• _What you are asked to do_:
In the copy, include no images. Reproduce the entries exactly.
-- Recorded data follows --
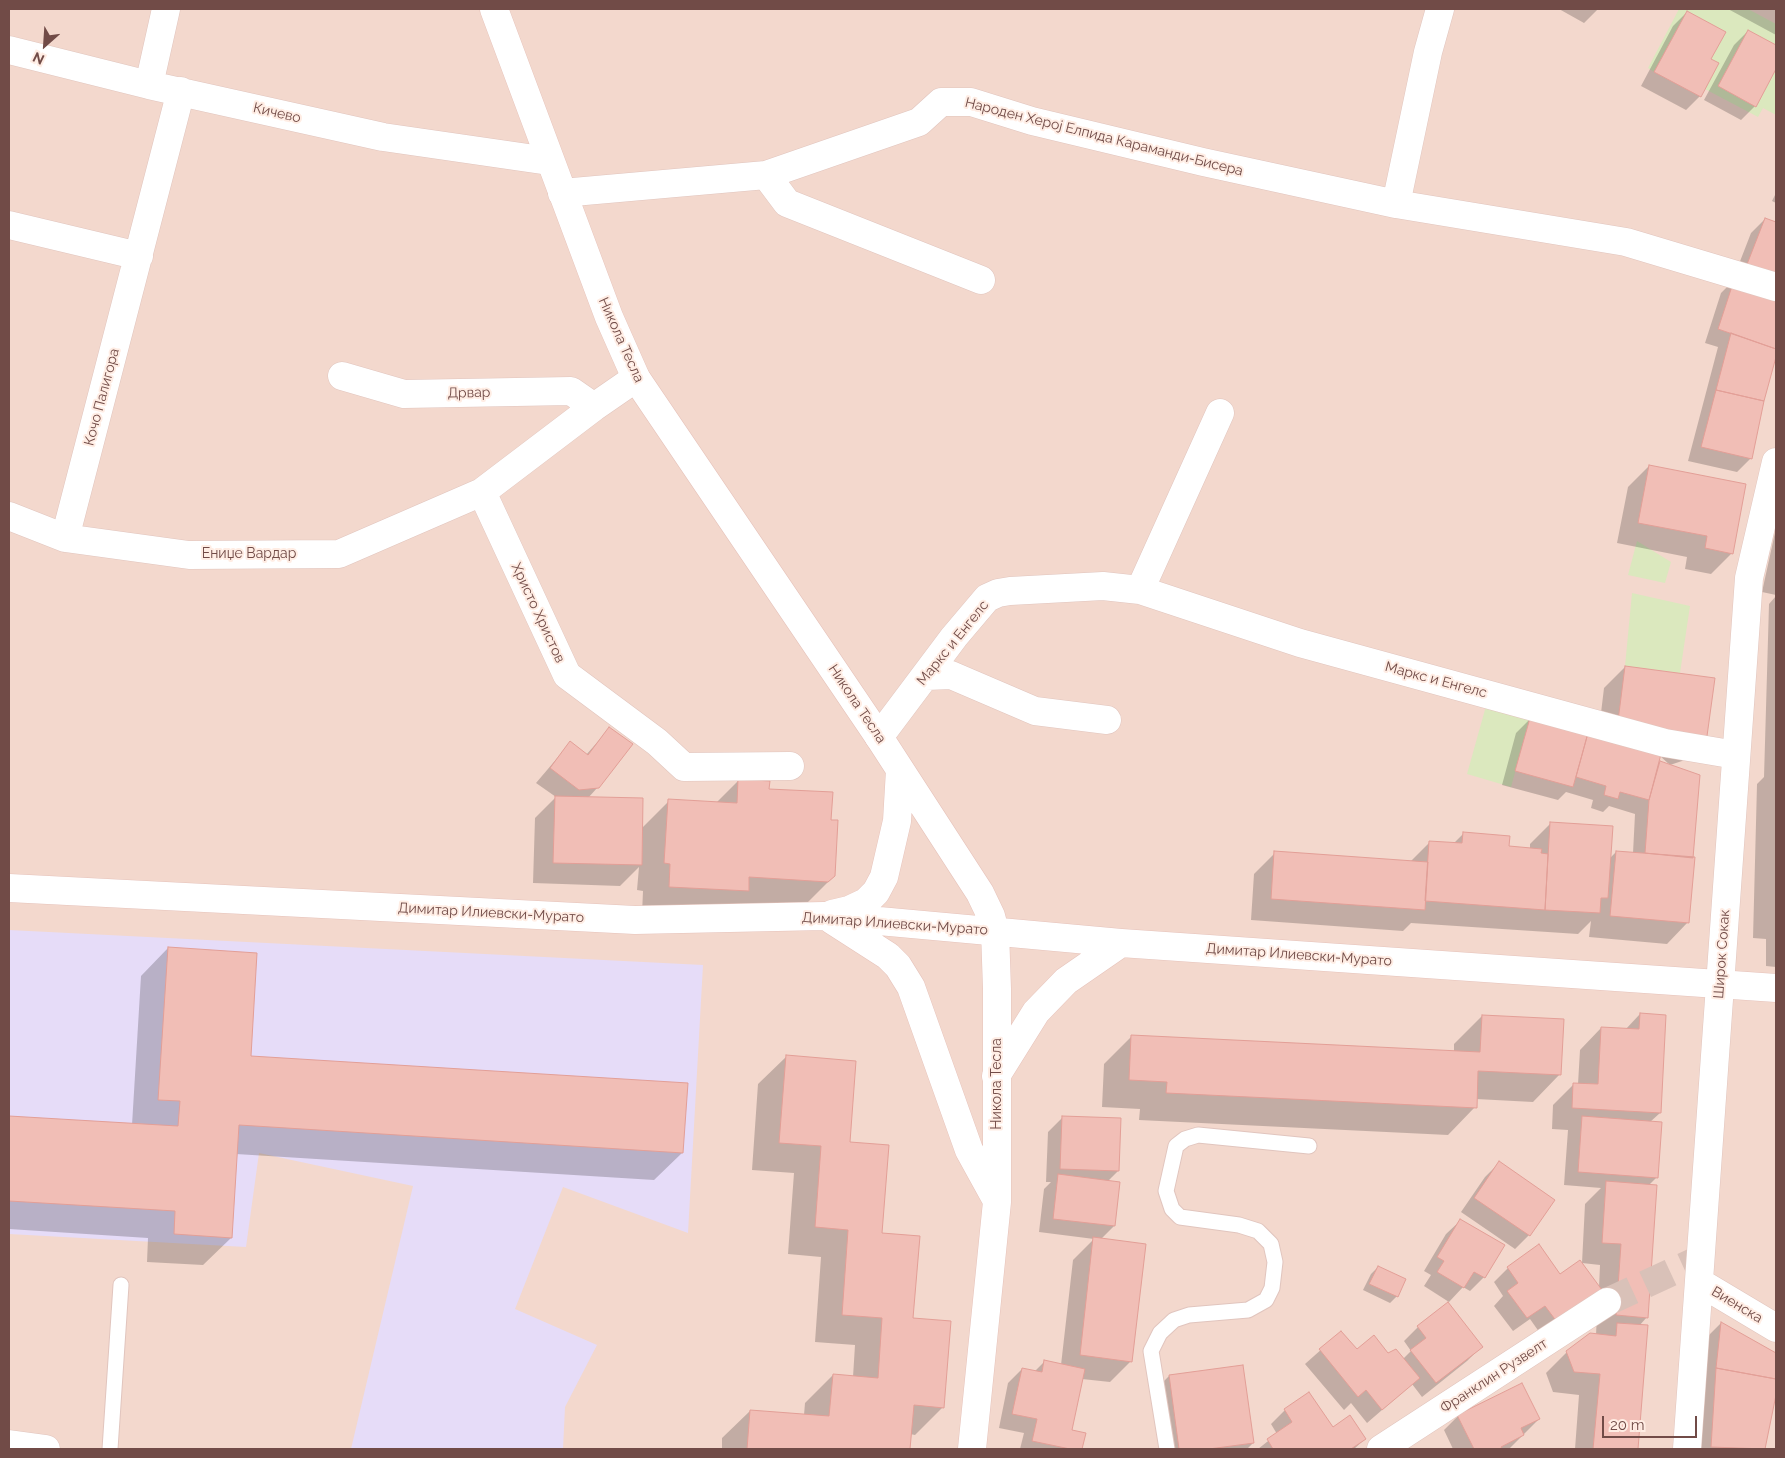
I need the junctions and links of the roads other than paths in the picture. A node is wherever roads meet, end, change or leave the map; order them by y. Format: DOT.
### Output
graph roads {
  1 [pos="166,9"];
  2 [pos="494,9"];
  3 [pos="1440,9"];
  4 [pos="9,50"];
  5 [pos="149,85"];
  6 [pos="181,91"];
  7 [pos="549,161"];
  8 [pos="766,175"];
  9 [pos="562,193"];
  10 [pos="1396,204"];
  11 [pos="9,225"];
  12 [pos="139,256"];
  13 [pos="981,280"];
  14 [pos="1776,287"];
  15 [pos="342,376"];
  16 [pos="636,378"];
  17 [pos="594,407"];
  18 [pos="1220,412"];
  19 [pos="1776,462"];
  20 [pos="482,492"];
  21 [pos="9,516"];
  22 [pos="65,538"];
  23 [pos="1140,590"];
  24 [pos="926,676"];
  25 [pos="1107,720"];
  26 [pos="879,737"];
  27 [pos="1736,755"];
  28 [pos="790,766"];
  29 [pos="900,770"];
  30 [pos="9,888"];
  31 [pos="824,916"];
  32 [pos="995,931"];
  33 [pos="1121,942"];
  34 [pos="1720,984"];
  35 [pos="1776,988"];
  36 [pos="996,1076"];
  37 [pos="1309,1146"];
  38 [pos="998,1202"];
  39 [pos="1699,1282"];
  40 [pos="122,1285"];
  41 [pos="1608,1302"];
  42 [pos="1776,1328"];
  43 [pos="9,1444"];
  44 [pos="969,1444"];
  45 [pos="46,1449"];
  46 [pos="110,1449"];
  47 [pos="1167,1449"];
  48 [pos="1381,1449"];
  49 [pos="1687,1449"];
  1 -- 5 [label="street"];
  2 -- 7 [label="street, Никола Тесла"];
  3 -- 10 [label="street"];
  4 -- 5 [label="street, Кичево"];
  5 -- 6 [label="street, Кичево"];
  6 -- 7 [label="street, Кичево"];
  6 -- 12 [label="street, Кочо Палигора"];
  7 -- 9 [label="street, Никола Тесла"];
  8 -- 9 [label="street, Народен Херој Елпида Караманди-Бисера"];
  8 -- 10 [label="street, Народен Херој Елпида Караманди-Бисера"];
  8 -- 13 [label="street"];
  9 -- 16 [label="street, Никола Тесла"];
  10 -- 14 [label="street, Народен Херој Елпида Караманди-Бисера"];
  11 -- 12 [label="street"];
  12 -- 22 [label="street, Кочо Палигора"];
  15 -- 17 [label="street, Дрвар"];
  16 -- 17 [label="street"];
  16 -- 26 [label="street, Никола Тесла"];
  17 -- 20 [label="street"];
  18 -- 23 [label="street"];
  19 -- 27 [label="street, Широк Сокак"];
  20 -- 22 [label="street, Ениџе Вардар"];
  20 -- 28 [label="street, Христо Христов"];
  21 -- 22 [label="street, Ениџе Вардар"];
  23 -- 24 [label="street, Маркс и Енгелс"];
  23 -- 27 [label="street, Маркс и Енгелс"];
  24 -- 25 [label="street"];
  24 -- 26 [label="street, Маркс и Енгелс"];
  26 -- 29 [label="street, Никола Тесла"];
  27 -- 34 [label="street, Широк Сокак"];
  29 -- 31 [label="street"];
  29 -- 32 [label="street, Никола Тесла"];
  30 -- 31 [label="street, Димитар Илиевски-Мурато"];
  31 -- 32 [label="street, Димитар Илиевски-Мурато"];
  31 -- 38 [label="street"];
  32 -- 33 [label="street, Димитар Илиевски-Мурато"];
  32 -- 36 [label="street, Никола Тесла"];
  33 -- 34 [label="street, Димитар Илиевски-Мурато"];
  33 -- 36 [label="street"];
  34 -- 35 [label="street, Димитар Илиевски-Мурато"];
  34 -- 39 [label="street, Широк Сокак"];
  36 -- 38 [label="street, Никола Тесла"];
  37 -- 47 [label="lane"];
  38 -- 44 [label="street, Никола Тесла"];
  39 -- 42 [label="street, Виенска"];
  39 -- 49 [label="street, Широк Сокак"];
  40 -- 46 [label="lane"];
  41 -- 48 [label="street, Франклин Рузвелт"];
  43 -- 45 [label="street"];
}
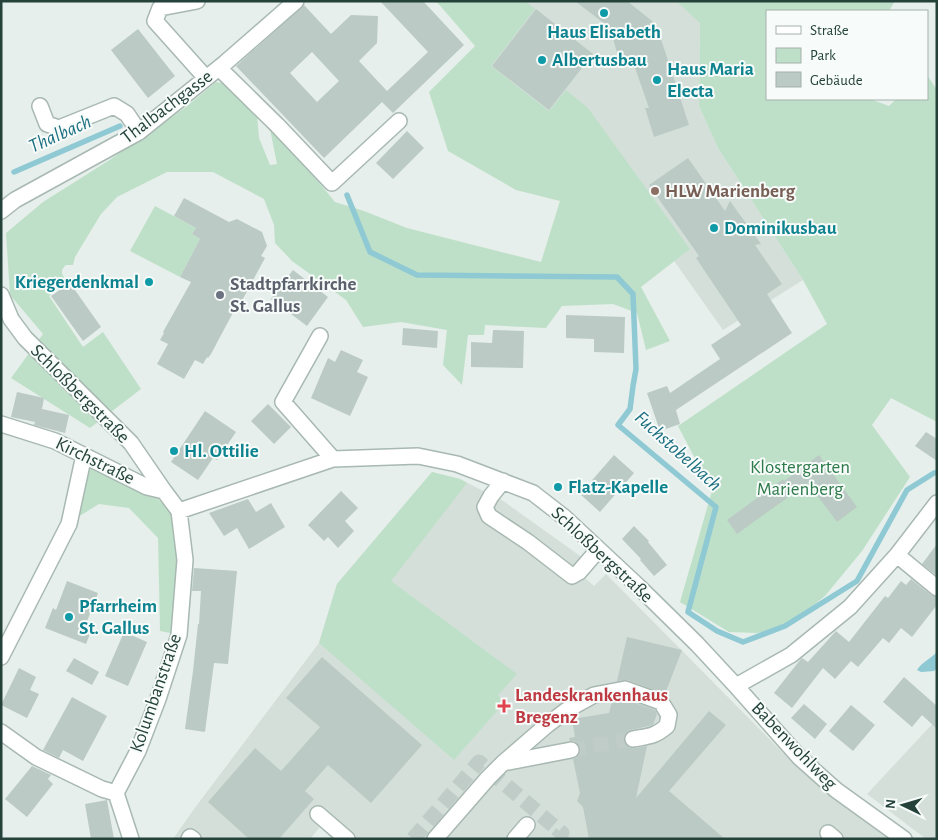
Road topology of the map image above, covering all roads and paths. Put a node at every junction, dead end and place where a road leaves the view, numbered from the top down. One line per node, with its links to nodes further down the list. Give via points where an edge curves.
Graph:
1 (197, 1): 4 (street, via 160,8 155,21)
2 (291, 3): 3 (street, Thalbachgasse)
3 (219, 68): 4 (street, Thalbachgasse); 6 (street, via 332,183)
4 (206, 78): 7 (street, Thalbachgasse)
5 (40, 106): 7 (street, via 47,124 59,128 114,106 127,114)
6 (399, 121)
7 (139, 132): 8 (street, Thalbachgasse, via 15,200)
8 (1, 211)
9 (1, 294): 15 (street, Schloßbergstraße, via 11,319 25,338 131,443)
10 (320, 336): 13 (street, via 283,402)
11 (1, 424): 12 (street, Kirchstraße, via 55,441)
12 (84, 455): 15 (street, Kirchstraße, via 147,487); 21 (street, via 69,524)
13 (333, 459): 14 (street, Schloßbergstraße, via 418,456 457,464); 17 (street, Schloßbergstraße)
14 (503, 482): 18 (street, Schloßbergstraße, via 533,493 564,516); 18 (street, via 485,508 490,516 572,576)
15 (164, 491): 17 (street)
16 (937, 503): 19 (street)
17 (179, 511): 27 (street, Kolumbanstraße, via 185,560 179,635 138,751)
18 (598, 550): 22 (street, Schloßbergstraße, via 690,637)
19 (897, 555): 20 (street); 22 (street, via 850,607 792,655)
20 (937, 588)
21 (1, 657)
22 (736, 686): 34 (street, Babenwohlweg, via 800,758 836,790)
23 (1, 732): 27 (street, via 36,757)
24 (633, 739): 26 (street, via 660,732 667,726 669,715 661,702 625,689 594,695 567,710)
25 (571, 750): 26 (street)
26 (503, 763): 32 (street)
27 (116, 793): 30 (street)
28 (318, 814): 31 (street)
29 (527, 825): 33 (street)
30 (131, 839)
31 (347, 839)
32 (435, 839)
33 (515, 839)
34 (904, 839)

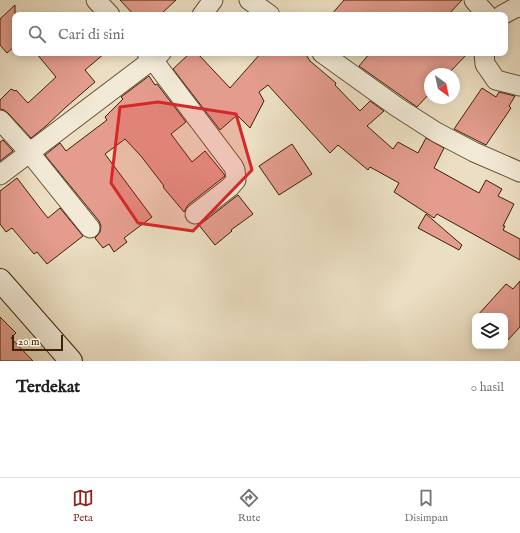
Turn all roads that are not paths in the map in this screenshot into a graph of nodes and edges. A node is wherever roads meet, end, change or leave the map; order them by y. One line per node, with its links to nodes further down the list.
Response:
1 (96, 0): 6 (street)
2 (213, 0): 7 (street)
3 (250, 0): 8 (street)
4 (474, 0): 9 (street)
5 (520, 7): 10 (street)
6 (107, 12)
7 (204, 12)
8 (266, 12)
9 (484, 12)
10 (508, 12)
11 (153, 56): 17 (street)
12 (155, 56): 20 (street)
13 (326, 56): 18 (street)
14 (484, 56): 15 (street)
15 (520, 86)
16 (0, 120): 17 (street)
17 (29, 152): 19 (street); 21 (street)
18 (520, 172)
19 (0, 175)
20 (195, 214)
21 (90, 228)
22 (0, 280): 23 (main road)
23 (71, 361)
-- Recorded data concluded --
• _Expected answer_:
I need the junctions and links of the roads other than paths in the picture. A node is wherever roads meet, end, change or leave the map; order them by y. Format: DOT.
### Output
graph roads {
  1 [pos="166,9"];
  2 [pos="494,9"];
  3 [pos="1440,9"];
  4 [pos="9,50"];
  5 [pos="149,85"];
  6 [pos="181,91"];
  7 [pos="549,161"];
  8 [pos="766,175"];
  9 [pos="562,193"];
  10 [pos="1396,204"];
  11 [pos="9,225"];
  12 [pos="139,256"];
  13 [pos="981,280"];
  14 [pos="1776,287"];
  15 [pos="342,376"];
  16 [pos="636,378"];
  17 [pos="594,407"];
  18 [pos="1220,412"];
  19 [pos="1776,462"];
  20 [pos="482,492"];
  21 [pos="9,516"];
  22 [pos="65,538"];
  23 [pos="1140,590"];
  24 [pos="926,676"];
  25 [pos="1107,720"];
  26 [pos="879,737"];
  27 [pos="1736,755"];
  28 [pos="790,766"];
  29 [pos="900,770"];
  30 [pos="9,888"];
  31 [pos="824,916"];
  32 [pos="995,931"];
  33 [pos="1121,942"];
  34 [pos="1720,984"];
  35 [pos="1776,988"];
  36 [pos="996,1076"];
  37 [pos="1309,1146"];
  38 [pos="998,1202"];
  39 [pos="1699,1282"];
  40 [pos="122,1285"];
  41 [pos="1608,1302"];
  42 [pos="1776,1328"];
  43 [pos="9,1444"];
  44 [pos="969,1444"];
  45 [pos="46,1449"];
  46 [pos="110,1449"];
  47 [pos="1167,1449"];
  48 [pos="1381,1449"];
  49 [pos="1687,1449"];
  1 -- 5 [label="street"];
  2 -- 7 [label="street, Никола Тесла"];
  3 -- 10 [label="street"];
  4 -- 5 [label="street, Кичево"];
  5 -- 6 [label="street, Кичево"];
  6 -- 7 [label="street, Кичево"];
  6 -- 12 [label="street, Кочо Палигора"];
  7 -- 9 [label="street, Никола Тесла"];
  8 -- 9 [label="street, Народен Херој Елпида Караманди-Бисера"];
  8 -- 10 [label="street, Народен Херој Елпида Караманди-Бисера"];
  8 -- 13 [label="street"];
  9 -- 16 [label="street, Никола Тесла"];
  10 -- 14 [label="street, Народен Херој Елпида Караманди-Бисера"];
  11 -- 12 [label="street"];
  12 -- 22 [label="street, Кочо Палигора"];
  15 -- 17 [label="street, Дрвар"];
  16 -- 17 [label="street"];
  16 -- 26 [label="street, Никола Тесла"];
  17 -- 20 [label="street"];
  18 -- 23 [label="street"];
  19 -- 27 [label="street, Широк Сокак"];
  20 -- 22 [label="street, Ениџе Вардар"];
  20 -- 28 [label="street, Христо Христов"];
  21 -- 22 [label="street, Ениџе Вардар"];
  23 -- 24 [label="street, Маркс и Енгелс"];
  23 -- 27 [label="street, Маркс и Енгелс"];
  24 -- 25 [label="street"];
  24 -- 26 [label="street, Маркс и Енгелс"];
  26 -- 29 [label="street, Никола Тесла"];
  27 -- 34 [label="street, Широк Сокак"];
  29 -- 31 [label="street"];
  29 -- 32 [label="street, Никола Тесла"];
  30 -- 31 [label="street, Димитар Илиевски-Мурато"];
  31 -- 32 [label="street, Димитар Илиевски-Мурато"];
  31 -- 38 [label="street"];
  32 -- 33 [label="street, Димитар Илиевски-Мурато"];
  32 -- 36 [label="street, Никола Тесла"];
  33 -- 34 [label="street, Димитар Илиевски-Мурато"];
  33 -- 36 [label="street"];
  34 -- 35 [label="street, Димитар Илиевски-Мурато"];
  34 -- 39 [label="street, Широк Сокак"];
  36 -- 38 [label="street, Никола Тесла"];
  37 -- 47 [label="lane"];
  38 -- 44 [label="street, Никола Тесла"];
  39 -- 42 [label="street, Виенска"];
  39 -- 49 [label="street, Широк Сокак"];
  40 -- 46 [label="lane"];
  41 -- 48 [label="street, Франклин Рузвелт"];
  43 -- 45 [label="street"];
}
Road topology of the map image above, covering all roads and paths. Put a node at every junction, dead end and place where a road leaves the view, numbered from the top down. One line per node, with its links to nodes further down the list. Give via points where an edge curves.
Graph:
1 (197, 1): 4 (street, via 160,8 155,21)
2 (291, 3): 3 (street, Thalbachgasse)
3 (219, 68): 4 (street, Thalbachgasse); 6 (street, via 332,183)
4 (206, 78): 7 (street, Thalbachgasse)
5 (40, 106): 7 (street, via 47,124 59,128 114,106 127,114)
6 (399, 121)
7 (139, 132): 8 (street, Thalbachgasse, via 15,200)
8 (1, 211)
9 (1, 294): 15 (street, Schloßbergstraße, via 11,319 25,338 131,443)
10 (320, 336): 13 (street, via 283,402)
11 (1, 424): 12 (street, Kirchstraße, via 55,441)
12 (84, 455): 15 (street, Kirchstraße, via 147,487); 21 (street, via 69,524)
13 (333, 459): 14 (street, Schloßbergstraße, via 418,456 457,464); 17 (street, Schloßbergstraße)
14 (503, 482): 18 (street, Schloßbergstraße, via 533,493 564,516); 18 (street, via 485,508 490,516 572,576)
15 (164, 491): 17 (street)
16 (937, 503): 19 (street)
17 (179, 511): 27 (street, Kolumbanstraße, via 185,560 179,635 138,751)
18 (598, 550): 22 (street, Schloßbergstraße, via 690,637)
19 (897, 555): 20 (street); 22 (street, via 850,607 792,655)
20 (937, 588)
21 (1, 657)
22 (736, 686): 34 (street, Babenwohlweg, via 800,758 836,790)
23 (1, 732): 27 (street, via 36,757)
24 (633, 739): 26 (street, via 660,732 667,726 669,715 661,702 625,689 594,695 567,710)
25 (571, 750): 26 (street)
26 (503, 763): 32 (street)
27 (116, 793): 30 (street)
28 (318, 814): 31 (street)
29 (527, 825): 33 (street)
30 (131, 839)
31 (347, 839)
32 (435, 839)
33 (515, 839)
34 (904, 839)

Turn all roads that are not paths in the map in this screenshot into a graph of nodes and edges. A node is wherever roads meet, end, change or leave the map; order them by y. One line per node, with its links to nodes further down the list.
Response:
1 (96, 0): 6 (street)
2 (213, 0): 7 (street)
3 (250, 0): 8 (street)
4 (474, 0): 9 (street)
5 (520, 7): 10 (street)
6 (107, 12)
7 (204, 12)
8 (266, 12)
9 (484, 12)
10 (508, 12)
11 (153, 56): 17 (street)
12 (155, 56): 20 (street)
13 (326, 56): 18 (street)
14 (484, 56): 15 (street)
15 (520, 86)
16 (0, 120): 17 (street)
17 (29, 152): 19 (street); 21 (street)
18 (520, 172)
19 (0, 175)
20 (195, 214)
21 (90, 228)
22 (0, 280): 23 (main road)
23 (71, 361)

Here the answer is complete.